What you will do:
Retype every line from the one containing "pinky pip: (694, 230)" through the last line of the records below, both included; leave out the pictures.

Collection entries
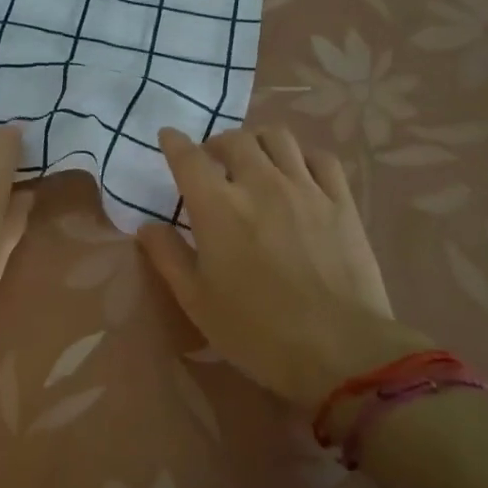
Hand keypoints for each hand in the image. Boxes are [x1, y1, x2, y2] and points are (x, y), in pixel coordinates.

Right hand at [137, 125, 429, 415]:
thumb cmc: (257, 331)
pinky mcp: (341, 201)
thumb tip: (147, 227)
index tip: (169, 137)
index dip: (175, 143)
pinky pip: (321, 158)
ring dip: (258, 142)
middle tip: (213, 162)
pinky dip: (302, 157)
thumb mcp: (196, 301)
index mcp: (218, 207)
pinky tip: (298, 173)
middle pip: (235, 140)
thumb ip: (168, 257)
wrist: (340, 350)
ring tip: (254, 160)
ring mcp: (305, 188)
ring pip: (278, 138)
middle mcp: (260, 184)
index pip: (189, 158)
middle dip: (217, 143)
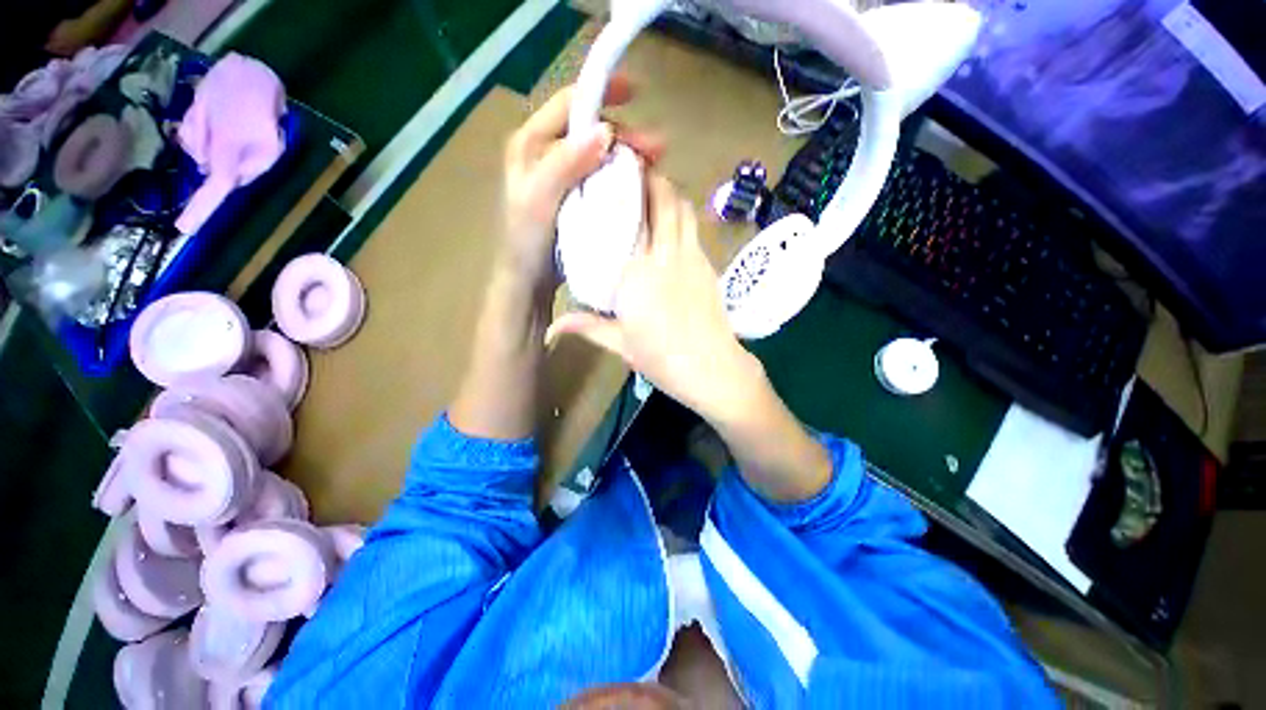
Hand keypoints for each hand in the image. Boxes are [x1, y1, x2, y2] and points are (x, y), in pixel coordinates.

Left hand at [501, 76, 662, 292]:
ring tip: (657, 167)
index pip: (569, 104)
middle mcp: (547, 154)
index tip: (637, 92)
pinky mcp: (576, 198)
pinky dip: (622, 179)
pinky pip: (603, 179)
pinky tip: (640, 186)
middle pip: (591, 130)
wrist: (529, 281)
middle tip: (659, 149)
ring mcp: (563, 177)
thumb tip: (604, 131)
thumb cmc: (528, 242)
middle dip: (627, 135)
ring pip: (600, 155)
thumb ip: (565, 164)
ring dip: (629, 157)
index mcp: (531, 144)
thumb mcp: (539, 200)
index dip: (601, 92)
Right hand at [546, 174, 762, 419]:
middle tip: (634, 174)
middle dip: (653, 178)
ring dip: (671, 195)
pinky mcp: (708, 267)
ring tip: (653, 195)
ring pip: (684, 210)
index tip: (615, 173)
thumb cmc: (661, 358)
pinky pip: (694, 230)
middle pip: (666, 199)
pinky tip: (671, 230)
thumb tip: (553, 327)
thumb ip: (587, 327)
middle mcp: (667, 255)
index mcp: (638, 271)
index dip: (630, 187)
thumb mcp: (620, 344)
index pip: (635, 215)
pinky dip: (683, 218)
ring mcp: (693, 258)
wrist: (712, 369)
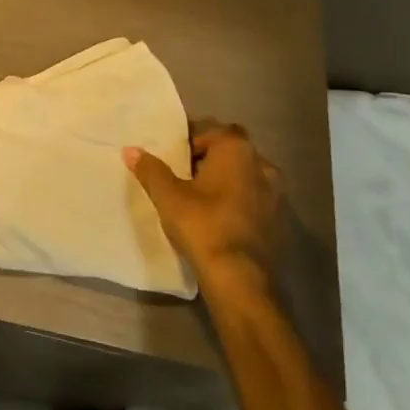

Task response:
pinky pip: (694, 230)
middle pip: (666, 199)
pinky tip: (671, 230)
thumb tip: (553, 327)
thumb ip: (587, 327)
middle mcp: (667, 255)
index mcp: (638, 271)
index dip: (630, 187)
thumb mcp: (620, 344)
index pip: (635, 215)
pinky dip: (683, 218)
ring mcp: (693, 258)
wrist: (712, 369)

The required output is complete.